5. The blood vessel localization method based on multi-parameter fusion and self-learning model according to claim 1, characterized in that, The aorta and its branch vessels are divided into: Initialize the centerline of the blood vessel to be segmented corresponding to the blood vessel to be segmented from the image, and use it as the starting point of the blood vessel; The probability that each neighboring point of the identified blood vessel point belongs to the centerline of the blood vessel to be segmented is calculated based on the feature values of each point on the previous blood vessel centerline of the identified blood vessel point. The neighborhood point with the highest probability is added as a new identified blood vessel point to the center line of the blood vessel to be segmented. The probability of each neighborhood point of the identified blood vessel point belonging to the center line of the blood vessel to be segmented is calculated based on the feature values of each point on the previous blood vessel center line of the identified blood vessel point until the endpoint of the blood vessel to be segmented from the image is added as the neighborhood point with the highest probability to the center line of the blood vessel to be segmented. The segmented blood vessels are formed based on the positions of each point on the center line of the blood vessel to be segmented, which includes the endpoint, and the corresponding blood vessel radius.

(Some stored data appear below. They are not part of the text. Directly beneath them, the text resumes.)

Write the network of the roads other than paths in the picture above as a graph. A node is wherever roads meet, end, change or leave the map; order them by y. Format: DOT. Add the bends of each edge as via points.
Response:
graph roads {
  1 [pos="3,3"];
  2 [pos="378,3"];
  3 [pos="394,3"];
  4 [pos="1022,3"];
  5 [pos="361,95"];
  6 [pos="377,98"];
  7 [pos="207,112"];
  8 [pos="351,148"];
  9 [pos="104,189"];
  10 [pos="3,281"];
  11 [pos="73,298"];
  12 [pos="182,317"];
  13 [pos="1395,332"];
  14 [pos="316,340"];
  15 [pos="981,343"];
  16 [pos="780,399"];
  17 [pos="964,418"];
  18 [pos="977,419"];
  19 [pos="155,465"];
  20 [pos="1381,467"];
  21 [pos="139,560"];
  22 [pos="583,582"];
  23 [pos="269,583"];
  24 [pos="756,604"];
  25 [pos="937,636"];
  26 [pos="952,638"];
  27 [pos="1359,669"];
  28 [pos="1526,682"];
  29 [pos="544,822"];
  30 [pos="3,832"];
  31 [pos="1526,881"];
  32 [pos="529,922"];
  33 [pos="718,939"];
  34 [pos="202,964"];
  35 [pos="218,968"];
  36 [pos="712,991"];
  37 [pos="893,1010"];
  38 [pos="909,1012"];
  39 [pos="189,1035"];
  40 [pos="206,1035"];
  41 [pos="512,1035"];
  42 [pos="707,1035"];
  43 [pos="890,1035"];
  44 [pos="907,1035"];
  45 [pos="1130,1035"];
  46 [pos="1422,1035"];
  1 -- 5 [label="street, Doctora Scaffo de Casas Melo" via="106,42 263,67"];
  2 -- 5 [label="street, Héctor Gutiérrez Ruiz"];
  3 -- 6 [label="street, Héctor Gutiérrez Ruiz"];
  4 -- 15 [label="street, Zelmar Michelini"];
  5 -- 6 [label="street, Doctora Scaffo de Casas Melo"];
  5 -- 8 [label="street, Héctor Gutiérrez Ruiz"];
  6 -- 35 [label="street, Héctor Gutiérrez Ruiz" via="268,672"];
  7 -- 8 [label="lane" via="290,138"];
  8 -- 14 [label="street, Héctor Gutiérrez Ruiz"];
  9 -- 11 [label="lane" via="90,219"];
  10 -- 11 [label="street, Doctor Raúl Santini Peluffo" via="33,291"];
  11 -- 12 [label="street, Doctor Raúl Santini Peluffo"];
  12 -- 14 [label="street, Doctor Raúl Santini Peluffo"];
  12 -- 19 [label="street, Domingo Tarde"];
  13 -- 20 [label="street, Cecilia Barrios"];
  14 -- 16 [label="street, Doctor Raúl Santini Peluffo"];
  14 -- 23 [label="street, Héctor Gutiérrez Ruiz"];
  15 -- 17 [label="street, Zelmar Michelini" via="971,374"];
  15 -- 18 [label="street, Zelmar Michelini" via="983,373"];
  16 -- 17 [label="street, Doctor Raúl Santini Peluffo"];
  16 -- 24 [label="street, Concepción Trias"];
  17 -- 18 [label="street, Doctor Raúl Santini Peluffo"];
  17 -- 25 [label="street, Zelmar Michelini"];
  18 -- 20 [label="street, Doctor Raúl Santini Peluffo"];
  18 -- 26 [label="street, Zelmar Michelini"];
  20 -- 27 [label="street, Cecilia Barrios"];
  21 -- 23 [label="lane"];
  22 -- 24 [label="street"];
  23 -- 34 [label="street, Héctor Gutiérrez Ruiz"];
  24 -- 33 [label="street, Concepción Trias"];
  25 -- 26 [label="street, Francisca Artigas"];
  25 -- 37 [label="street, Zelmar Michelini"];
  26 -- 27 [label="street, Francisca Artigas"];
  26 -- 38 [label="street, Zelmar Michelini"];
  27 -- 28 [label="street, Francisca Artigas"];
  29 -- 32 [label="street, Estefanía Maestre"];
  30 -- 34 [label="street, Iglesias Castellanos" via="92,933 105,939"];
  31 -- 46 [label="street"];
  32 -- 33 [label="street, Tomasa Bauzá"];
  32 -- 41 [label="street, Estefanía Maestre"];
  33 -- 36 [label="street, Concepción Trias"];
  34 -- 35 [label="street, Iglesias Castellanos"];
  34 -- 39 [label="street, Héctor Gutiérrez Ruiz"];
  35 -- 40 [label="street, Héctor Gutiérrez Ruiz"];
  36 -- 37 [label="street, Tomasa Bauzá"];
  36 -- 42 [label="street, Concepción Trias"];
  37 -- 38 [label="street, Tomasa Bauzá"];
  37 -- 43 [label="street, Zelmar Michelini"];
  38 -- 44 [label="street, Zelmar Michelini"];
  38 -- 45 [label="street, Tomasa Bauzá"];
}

6. The blood vessel localization method based on multi-parameter fusion and self-learning model according to claim 1, characterized in that, Determining the location of the target blood vessel includes: determining the location of the target blood vessel in the second infrared blood vessel image based on the final layer optical flow vector in the pyramid optical flow tracing method and the target solution corresponding to the final layer optical flow vector; the number of layers is determined as follows: Determine the number of layers N in the pyramid optical flow tracing method, where N is a positive integer greater than or equal to 1; Based on the target blood vessel and the second infrared blood vessel image, the first layer optical flow vector of the pyramid in the pyramid optical flow tracing method is determined, and the target solution corresponding to the first layer optical flow vector is obtained by iterative calculation of the first layer optical flow vector. The optical flow vectors of the (i+1)th layer are determined based on the optical flow vector of the i-th layer and the target solution corresponding to the optical flow vector of the i-th layer. The optical flow vector of the (i+1)th layer is then iteratively calculated to obtain the target solution corresponding to the optical flow vector of the (i+1)th layer. The final optical flow vector is the optical flow vector of the N-th layer.